Bette Midler defended herself against backlash online on Tuesday after a tweet posted over the weekend sparked criticism on social media, with thousands of users calling her comments anti-transgender and exclusionary.
Midler, who has given her voice to LGBTQ+ activism in the past and has been described as an ally of the community, met with disappointment from fans and advocacy groups when she seemed reluctant to call for the use of gender-inclusive terms in discussions involving abortion access.
“Women of the world! We are being stripped of our rights over our bodies, our lives, and even our names!” the artist chirp Sunday. “They no longer call us ‘women’; they call us ‘birth people’ or ‘menstruating women’, and even ‘people who have vaginas’! Don’t let them erase you! Every human on earth owes you!”
The letter came less than two weeks after the Supreme Court ruling— Her landmark 1973 case establishing the constitutional right to choose abortion — which gave state governments the ability to regulate access to abortion within their jurisdictions and triggered a number of bans almost immediately. Alabama lawmakers have already used the court’s decision to defend those individual states Gender-affirming medical treatments for transgender youth.

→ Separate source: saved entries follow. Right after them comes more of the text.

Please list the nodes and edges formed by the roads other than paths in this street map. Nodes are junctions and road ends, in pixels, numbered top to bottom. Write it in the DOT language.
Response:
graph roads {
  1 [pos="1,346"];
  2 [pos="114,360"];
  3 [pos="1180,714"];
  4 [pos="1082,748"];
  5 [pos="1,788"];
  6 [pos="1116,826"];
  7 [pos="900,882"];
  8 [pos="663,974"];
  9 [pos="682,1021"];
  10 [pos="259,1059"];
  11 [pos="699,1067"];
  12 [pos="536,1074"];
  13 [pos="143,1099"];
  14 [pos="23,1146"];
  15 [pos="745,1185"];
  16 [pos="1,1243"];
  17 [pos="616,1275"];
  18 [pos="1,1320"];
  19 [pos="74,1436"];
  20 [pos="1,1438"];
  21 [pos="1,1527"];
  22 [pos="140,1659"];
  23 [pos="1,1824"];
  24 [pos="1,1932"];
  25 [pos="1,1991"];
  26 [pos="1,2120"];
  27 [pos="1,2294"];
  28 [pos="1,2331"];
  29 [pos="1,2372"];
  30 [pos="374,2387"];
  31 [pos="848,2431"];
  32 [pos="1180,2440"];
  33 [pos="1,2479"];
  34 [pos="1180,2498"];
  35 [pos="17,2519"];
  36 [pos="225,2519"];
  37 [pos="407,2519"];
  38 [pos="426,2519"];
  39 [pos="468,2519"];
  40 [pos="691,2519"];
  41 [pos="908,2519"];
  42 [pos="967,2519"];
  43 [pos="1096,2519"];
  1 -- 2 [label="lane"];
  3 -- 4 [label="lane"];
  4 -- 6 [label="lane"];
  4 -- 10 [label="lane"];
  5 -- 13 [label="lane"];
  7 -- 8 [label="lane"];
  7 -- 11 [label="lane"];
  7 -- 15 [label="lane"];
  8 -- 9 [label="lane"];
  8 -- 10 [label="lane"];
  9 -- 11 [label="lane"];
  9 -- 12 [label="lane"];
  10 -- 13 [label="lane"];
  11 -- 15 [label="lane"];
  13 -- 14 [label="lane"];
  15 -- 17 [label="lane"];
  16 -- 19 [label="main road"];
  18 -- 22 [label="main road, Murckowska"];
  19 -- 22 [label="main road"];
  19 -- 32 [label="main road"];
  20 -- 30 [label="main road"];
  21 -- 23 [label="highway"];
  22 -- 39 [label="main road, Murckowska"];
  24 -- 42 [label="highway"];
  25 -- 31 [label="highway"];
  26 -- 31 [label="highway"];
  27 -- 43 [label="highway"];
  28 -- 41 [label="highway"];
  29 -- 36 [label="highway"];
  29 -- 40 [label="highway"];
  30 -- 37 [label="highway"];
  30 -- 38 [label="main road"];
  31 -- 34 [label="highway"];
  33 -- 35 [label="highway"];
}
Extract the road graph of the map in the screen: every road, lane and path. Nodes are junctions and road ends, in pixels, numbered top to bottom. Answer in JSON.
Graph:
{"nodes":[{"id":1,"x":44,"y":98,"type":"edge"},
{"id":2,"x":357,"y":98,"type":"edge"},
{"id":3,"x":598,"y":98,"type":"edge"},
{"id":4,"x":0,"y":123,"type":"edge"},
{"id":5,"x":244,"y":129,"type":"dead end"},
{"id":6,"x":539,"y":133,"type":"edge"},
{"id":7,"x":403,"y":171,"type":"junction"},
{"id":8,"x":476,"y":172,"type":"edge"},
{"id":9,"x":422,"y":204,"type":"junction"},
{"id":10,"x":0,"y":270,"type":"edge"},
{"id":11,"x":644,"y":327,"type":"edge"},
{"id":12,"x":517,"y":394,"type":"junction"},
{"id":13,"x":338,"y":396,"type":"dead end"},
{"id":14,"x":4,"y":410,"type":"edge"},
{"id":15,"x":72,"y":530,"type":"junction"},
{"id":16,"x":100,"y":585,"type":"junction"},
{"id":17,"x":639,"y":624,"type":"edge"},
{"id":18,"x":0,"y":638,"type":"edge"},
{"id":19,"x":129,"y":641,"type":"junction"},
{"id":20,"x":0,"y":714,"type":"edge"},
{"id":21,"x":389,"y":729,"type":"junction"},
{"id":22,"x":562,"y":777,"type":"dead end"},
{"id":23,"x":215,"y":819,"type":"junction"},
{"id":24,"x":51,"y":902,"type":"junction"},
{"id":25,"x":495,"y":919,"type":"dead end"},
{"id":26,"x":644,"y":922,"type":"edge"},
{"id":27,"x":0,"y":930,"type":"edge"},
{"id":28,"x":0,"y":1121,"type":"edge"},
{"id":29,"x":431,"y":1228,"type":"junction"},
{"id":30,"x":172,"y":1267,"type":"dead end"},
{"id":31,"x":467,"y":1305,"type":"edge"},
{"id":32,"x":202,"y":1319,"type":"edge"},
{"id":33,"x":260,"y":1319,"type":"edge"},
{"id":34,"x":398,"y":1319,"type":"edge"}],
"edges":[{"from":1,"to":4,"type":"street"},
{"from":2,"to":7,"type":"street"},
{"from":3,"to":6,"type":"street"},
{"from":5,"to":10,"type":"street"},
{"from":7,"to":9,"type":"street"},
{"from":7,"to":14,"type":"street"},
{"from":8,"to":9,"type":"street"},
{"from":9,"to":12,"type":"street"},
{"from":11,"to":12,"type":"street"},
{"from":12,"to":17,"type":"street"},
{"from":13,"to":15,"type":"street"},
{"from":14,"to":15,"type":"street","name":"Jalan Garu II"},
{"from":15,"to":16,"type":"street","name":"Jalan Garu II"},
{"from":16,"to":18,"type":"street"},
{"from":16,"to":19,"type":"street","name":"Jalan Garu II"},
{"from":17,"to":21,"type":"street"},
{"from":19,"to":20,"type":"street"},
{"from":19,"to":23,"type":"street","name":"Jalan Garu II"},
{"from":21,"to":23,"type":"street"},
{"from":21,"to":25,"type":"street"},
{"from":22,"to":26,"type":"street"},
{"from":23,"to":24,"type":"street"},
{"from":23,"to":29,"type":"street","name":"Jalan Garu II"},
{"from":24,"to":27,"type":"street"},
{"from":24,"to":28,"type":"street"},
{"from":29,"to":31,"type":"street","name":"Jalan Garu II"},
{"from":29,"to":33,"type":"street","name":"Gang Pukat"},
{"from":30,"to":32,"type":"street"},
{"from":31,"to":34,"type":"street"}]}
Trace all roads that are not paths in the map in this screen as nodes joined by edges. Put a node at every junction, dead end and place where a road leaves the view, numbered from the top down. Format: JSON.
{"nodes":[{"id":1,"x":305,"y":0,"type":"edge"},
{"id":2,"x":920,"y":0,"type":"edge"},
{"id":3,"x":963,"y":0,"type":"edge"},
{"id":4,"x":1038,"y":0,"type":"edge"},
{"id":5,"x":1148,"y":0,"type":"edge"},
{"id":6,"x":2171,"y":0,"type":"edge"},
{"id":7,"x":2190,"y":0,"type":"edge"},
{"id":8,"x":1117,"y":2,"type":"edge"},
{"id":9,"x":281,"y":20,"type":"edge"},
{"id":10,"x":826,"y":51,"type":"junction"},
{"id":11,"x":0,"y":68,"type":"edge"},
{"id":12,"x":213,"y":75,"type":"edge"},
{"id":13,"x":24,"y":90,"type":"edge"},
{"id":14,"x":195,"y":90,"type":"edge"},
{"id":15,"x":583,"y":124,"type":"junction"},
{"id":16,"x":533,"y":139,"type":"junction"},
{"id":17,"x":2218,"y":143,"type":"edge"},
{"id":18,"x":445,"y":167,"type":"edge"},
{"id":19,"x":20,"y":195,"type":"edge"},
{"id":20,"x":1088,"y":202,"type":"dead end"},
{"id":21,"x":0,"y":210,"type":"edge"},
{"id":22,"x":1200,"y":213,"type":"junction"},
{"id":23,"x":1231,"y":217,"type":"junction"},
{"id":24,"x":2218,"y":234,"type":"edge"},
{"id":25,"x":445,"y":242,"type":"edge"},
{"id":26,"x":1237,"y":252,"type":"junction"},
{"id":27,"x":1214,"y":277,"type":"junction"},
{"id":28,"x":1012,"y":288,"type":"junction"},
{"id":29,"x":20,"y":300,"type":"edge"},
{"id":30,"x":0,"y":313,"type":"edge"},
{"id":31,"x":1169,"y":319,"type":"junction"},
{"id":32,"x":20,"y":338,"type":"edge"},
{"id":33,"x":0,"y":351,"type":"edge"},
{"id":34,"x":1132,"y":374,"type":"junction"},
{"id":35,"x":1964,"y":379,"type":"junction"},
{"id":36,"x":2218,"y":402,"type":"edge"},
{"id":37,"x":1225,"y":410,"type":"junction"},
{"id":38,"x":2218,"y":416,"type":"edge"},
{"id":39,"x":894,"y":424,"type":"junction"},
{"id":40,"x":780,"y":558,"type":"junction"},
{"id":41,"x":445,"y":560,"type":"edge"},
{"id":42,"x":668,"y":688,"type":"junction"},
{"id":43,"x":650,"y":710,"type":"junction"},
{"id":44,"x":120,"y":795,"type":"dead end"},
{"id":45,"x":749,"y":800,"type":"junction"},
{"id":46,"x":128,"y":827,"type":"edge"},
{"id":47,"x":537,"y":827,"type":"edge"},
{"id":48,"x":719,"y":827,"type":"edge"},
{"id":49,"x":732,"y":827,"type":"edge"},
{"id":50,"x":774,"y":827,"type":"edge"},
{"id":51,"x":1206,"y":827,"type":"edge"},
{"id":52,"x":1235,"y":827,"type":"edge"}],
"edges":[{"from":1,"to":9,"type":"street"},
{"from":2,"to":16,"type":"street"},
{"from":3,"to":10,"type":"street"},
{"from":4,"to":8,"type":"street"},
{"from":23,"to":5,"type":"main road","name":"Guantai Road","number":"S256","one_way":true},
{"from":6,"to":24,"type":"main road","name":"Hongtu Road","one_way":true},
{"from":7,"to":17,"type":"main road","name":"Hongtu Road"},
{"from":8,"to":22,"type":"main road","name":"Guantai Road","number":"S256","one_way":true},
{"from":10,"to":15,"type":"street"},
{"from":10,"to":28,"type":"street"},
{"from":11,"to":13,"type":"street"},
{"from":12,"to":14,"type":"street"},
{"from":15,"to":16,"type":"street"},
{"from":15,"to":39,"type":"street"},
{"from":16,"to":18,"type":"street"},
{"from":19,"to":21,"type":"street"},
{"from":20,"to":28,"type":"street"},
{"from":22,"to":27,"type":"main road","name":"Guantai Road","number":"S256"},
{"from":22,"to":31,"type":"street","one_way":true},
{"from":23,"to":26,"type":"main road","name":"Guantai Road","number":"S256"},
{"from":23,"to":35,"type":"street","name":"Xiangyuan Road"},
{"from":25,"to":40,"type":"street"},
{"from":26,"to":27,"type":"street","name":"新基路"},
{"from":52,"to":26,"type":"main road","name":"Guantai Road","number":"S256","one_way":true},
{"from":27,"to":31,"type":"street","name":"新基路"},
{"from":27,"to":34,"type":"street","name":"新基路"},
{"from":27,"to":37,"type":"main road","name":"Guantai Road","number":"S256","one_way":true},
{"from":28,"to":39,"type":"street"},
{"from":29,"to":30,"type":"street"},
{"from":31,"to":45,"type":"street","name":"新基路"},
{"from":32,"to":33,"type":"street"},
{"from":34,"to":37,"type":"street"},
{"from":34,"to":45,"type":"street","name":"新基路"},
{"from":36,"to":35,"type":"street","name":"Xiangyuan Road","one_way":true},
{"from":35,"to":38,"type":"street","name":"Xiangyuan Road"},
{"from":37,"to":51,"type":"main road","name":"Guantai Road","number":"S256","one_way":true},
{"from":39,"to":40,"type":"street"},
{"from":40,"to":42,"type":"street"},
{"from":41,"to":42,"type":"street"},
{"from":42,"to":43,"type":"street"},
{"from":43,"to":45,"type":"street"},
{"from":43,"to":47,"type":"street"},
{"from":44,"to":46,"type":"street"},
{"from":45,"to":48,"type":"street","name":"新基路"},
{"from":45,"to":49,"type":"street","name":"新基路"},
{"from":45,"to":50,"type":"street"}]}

Twitter users flooded Midler’s post with comments that noted how he uses phrases like “people who need abortions” or “people who can get pregnant” when talking about abortion, rather than just saying “women,” many transgender people admit or non-transgender. Couples need access to those healthcare services, too. Some users have called Midler “TERF” or trans-eliminator retro feminism, and have suggested a boycott of her upcoming movie.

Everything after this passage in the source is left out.